GLP-1R is one of several homologous class B1 GPCRs expressed in the pancreas. Other family members include the receptors activated by peptides known as GIP, glucagon, VIP, and PACAP.^37-39 To investigate the selectivity of CC-3^Act as a GLP-1R agonist, we examined its effect on the activation of these four receptors in CHO-K1 cells. Although each of these receptors were activated potently by their cognate ligands (Figure 3E), none were activated by CC-3^Act (or CC-11^Act), even at high concentration (Figure 3F).

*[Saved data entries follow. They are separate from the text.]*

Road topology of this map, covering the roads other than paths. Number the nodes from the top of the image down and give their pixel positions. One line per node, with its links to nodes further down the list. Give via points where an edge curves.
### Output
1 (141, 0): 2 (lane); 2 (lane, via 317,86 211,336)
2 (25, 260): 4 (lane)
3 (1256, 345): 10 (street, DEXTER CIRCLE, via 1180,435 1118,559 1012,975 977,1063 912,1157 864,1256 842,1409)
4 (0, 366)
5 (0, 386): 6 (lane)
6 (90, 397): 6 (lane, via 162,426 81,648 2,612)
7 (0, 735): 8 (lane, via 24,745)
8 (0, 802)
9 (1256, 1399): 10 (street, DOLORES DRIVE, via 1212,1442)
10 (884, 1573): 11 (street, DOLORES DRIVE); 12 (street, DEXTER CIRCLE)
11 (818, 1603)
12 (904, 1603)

Although the results reported herein suggest that CC-3^Act activates GLP-1R through interactions that mimic those of GLP-1 and exendin-4, its potency was modest–a full six orders of magnitude lower than GLP-1. Even mM concentrations of CC-3^Act did not inhibit forskolin-dependent activation of the adenylate cyclase pathway (Figure S4), ruling out the possibility that the lower-than-expected potency of CC-3^Act was due to unexpected interference with a later step in the activation pathway. We note, however, that the high in vitro potencies of GLP-1 and orthologs are counterbalanced by the rapid elimination and short half-lives of the peptides in vivo. β³-peptides are not subject to the same degradation processes and all available studies indicate dramatically enhanced stability in vivo.^40-43 Further optimization of these sequences is ongoing in our laboratory.